The data
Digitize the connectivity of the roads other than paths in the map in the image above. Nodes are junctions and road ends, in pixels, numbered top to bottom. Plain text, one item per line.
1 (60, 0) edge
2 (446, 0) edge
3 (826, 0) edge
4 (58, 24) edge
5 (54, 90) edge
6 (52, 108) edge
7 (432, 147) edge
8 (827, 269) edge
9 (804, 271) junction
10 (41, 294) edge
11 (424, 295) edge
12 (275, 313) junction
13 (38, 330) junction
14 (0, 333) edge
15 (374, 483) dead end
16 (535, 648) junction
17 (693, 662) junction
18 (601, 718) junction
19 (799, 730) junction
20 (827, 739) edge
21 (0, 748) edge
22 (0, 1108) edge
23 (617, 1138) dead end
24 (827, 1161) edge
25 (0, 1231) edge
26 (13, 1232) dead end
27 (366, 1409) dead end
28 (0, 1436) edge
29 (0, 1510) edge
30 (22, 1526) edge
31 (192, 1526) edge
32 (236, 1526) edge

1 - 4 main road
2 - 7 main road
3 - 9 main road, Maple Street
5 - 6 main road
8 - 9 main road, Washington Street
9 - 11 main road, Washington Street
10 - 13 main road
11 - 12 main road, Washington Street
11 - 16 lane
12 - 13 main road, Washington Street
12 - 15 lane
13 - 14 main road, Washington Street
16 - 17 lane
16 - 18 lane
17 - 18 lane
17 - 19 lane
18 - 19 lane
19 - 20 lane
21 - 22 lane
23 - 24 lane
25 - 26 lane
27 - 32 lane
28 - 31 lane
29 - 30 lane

Work item
Only the lines with the string "main" are wanted; pick them out of the records above and copy them.

Solved exercise
1 - 4 main road
2 - 7 main road
3 - 9 main road, Maple Street
5 - 6 main road
8 - 9 main road, Washington Street
9 - 11 main road, Washington Street
10 - 13 main road
11 - 12 main road, Washington Street
12 - 13 main road, Washington Street
13 - 14 main road, Washington Street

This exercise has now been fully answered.